Work request :: Look through the listing below and report how many lines contain "Highway", as a bare number.

START Material for this exercise

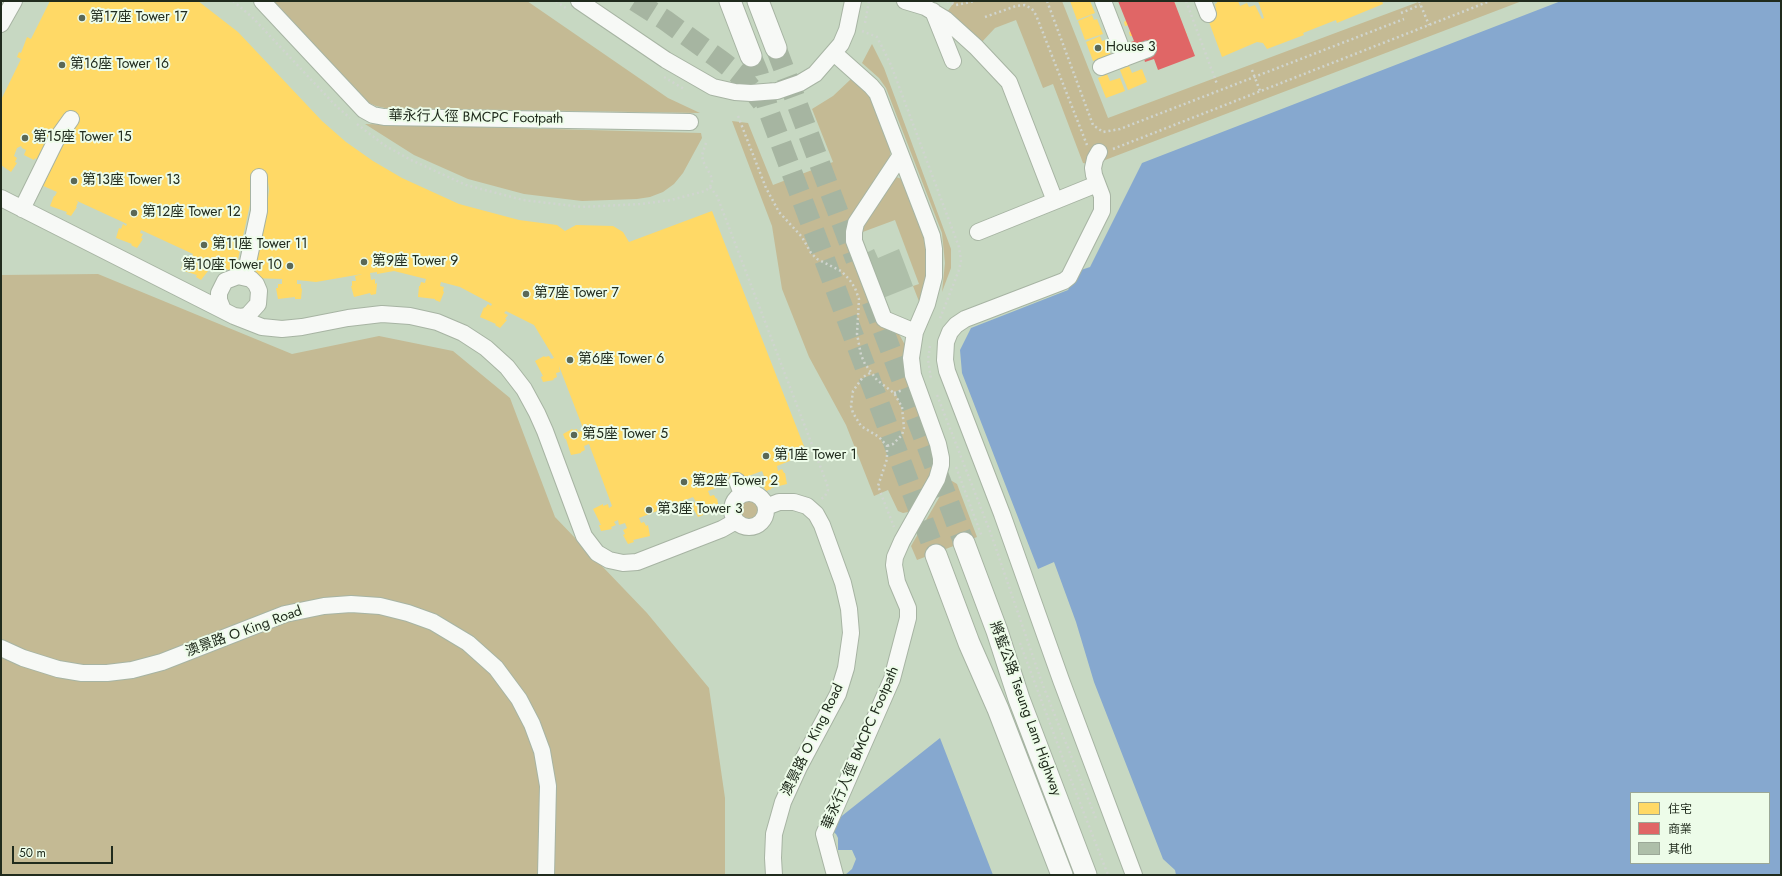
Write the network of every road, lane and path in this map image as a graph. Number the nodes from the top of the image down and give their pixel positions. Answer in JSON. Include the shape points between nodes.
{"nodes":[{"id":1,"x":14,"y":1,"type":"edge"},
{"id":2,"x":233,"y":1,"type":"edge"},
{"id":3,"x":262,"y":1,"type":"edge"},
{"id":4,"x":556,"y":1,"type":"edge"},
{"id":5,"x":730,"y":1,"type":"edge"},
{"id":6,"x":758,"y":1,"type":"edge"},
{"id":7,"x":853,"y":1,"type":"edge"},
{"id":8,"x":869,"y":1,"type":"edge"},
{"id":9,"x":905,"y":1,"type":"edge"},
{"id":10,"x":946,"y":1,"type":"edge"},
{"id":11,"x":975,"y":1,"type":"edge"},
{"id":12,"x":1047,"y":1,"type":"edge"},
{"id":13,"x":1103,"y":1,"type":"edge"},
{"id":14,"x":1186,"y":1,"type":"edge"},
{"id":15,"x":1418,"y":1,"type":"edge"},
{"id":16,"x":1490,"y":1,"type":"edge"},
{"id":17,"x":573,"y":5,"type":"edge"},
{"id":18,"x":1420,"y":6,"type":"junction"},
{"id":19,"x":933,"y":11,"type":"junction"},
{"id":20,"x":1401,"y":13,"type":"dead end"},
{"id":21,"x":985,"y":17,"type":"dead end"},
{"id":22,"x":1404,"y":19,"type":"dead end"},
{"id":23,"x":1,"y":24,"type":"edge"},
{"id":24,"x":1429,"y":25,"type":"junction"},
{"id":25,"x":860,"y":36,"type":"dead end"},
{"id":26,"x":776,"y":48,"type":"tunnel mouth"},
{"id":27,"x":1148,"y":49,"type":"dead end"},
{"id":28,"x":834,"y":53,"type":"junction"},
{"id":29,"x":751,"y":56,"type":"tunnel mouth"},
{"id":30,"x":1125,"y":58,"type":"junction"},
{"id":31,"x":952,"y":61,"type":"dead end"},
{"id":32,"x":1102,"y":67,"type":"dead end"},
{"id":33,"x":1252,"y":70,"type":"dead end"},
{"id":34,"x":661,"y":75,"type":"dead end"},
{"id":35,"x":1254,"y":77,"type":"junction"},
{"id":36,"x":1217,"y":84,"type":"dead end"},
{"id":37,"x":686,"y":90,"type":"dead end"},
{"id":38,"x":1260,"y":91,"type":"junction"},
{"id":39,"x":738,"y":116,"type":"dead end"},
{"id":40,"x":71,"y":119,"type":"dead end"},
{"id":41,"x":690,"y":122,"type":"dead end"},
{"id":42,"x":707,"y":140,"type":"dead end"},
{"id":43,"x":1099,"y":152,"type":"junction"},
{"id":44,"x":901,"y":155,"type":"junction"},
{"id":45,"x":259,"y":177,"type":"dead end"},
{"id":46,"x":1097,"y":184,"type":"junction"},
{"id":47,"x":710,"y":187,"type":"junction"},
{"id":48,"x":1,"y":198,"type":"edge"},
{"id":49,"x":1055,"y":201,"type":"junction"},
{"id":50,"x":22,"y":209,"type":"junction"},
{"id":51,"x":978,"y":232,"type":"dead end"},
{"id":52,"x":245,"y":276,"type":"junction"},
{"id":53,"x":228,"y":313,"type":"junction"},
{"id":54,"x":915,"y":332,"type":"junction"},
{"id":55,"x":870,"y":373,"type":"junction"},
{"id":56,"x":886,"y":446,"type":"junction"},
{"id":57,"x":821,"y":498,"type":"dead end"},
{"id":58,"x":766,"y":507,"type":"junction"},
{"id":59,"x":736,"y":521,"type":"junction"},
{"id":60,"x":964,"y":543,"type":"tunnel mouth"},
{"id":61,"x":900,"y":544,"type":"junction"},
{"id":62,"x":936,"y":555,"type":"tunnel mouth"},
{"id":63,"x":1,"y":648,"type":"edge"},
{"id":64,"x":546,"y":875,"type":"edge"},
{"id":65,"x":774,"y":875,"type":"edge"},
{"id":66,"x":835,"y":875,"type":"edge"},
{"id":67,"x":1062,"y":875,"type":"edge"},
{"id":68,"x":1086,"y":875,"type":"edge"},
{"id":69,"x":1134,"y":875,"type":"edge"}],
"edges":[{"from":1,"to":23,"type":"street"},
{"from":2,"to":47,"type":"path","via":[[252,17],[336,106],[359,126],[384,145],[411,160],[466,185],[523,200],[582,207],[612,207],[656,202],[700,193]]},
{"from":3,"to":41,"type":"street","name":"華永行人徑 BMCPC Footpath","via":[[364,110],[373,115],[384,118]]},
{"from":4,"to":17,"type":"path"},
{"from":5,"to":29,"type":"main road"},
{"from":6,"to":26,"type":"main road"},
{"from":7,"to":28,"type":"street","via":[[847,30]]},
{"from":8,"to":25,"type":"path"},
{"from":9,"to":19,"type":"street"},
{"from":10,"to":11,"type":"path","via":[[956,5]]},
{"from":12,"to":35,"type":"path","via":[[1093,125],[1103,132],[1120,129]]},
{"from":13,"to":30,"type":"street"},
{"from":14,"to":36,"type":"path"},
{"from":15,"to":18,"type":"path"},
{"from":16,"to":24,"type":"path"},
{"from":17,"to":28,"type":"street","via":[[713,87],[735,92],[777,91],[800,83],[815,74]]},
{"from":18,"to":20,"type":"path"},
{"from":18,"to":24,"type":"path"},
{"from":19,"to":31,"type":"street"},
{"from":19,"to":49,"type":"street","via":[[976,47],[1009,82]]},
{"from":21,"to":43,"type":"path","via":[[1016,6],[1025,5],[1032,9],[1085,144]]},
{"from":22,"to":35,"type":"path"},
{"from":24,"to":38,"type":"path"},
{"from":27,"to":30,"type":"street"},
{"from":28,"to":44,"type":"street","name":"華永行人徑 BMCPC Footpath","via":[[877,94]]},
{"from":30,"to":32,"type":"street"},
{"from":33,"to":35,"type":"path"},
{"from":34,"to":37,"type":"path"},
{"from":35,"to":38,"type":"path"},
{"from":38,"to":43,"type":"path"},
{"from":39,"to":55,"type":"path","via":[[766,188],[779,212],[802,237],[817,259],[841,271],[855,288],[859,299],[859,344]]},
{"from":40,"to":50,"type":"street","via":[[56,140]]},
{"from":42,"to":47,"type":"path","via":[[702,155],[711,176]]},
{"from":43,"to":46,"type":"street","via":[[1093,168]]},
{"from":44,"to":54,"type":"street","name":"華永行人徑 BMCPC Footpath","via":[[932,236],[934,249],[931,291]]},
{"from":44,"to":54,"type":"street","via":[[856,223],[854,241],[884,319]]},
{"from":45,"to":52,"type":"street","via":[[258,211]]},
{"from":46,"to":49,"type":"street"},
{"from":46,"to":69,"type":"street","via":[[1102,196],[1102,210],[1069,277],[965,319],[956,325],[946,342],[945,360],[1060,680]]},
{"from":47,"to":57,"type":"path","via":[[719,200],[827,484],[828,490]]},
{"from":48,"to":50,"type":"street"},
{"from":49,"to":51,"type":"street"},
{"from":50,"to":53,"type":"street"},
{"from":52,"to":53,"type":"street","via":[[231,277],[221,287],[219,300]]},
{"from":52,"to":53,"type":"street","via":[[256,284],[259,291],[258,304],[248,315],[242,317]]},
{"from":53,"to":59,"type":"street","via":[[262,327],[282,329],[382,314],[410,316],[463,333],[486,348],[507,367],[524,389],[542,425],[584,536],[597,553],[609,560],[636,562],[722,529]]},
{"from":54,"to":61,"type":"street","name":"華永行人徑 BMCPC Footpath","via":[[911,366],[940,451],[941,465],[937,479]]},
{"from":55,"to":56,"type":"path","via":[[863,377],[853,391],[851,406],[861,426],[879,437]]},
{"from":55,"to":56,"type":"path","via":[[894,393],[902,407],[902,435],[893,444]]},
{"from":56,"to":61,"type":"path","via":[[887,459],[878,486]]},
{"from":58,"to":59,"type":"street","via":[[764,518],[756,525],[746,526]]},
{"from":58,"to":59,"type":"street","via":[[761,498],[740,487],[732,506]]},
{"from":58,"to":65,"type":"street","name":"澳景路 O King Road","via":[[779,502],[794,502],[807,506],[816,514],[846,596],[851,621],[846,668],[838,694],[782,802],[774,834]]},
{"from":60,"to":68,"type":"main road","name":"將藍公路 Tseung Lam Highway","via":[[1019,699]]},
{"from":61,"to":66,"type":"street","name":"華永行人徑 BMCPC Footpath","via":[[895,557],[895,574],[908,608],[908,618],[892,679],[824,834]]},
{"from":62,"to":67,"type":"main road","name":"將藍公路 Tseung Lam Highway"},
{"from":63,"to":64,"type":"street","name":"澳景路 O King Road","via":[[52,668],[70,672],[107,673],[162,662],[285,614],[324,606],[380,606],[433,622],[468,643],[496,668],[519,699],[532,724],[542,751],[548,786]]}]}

END Material for this exercise

Reply to the exercise :: 2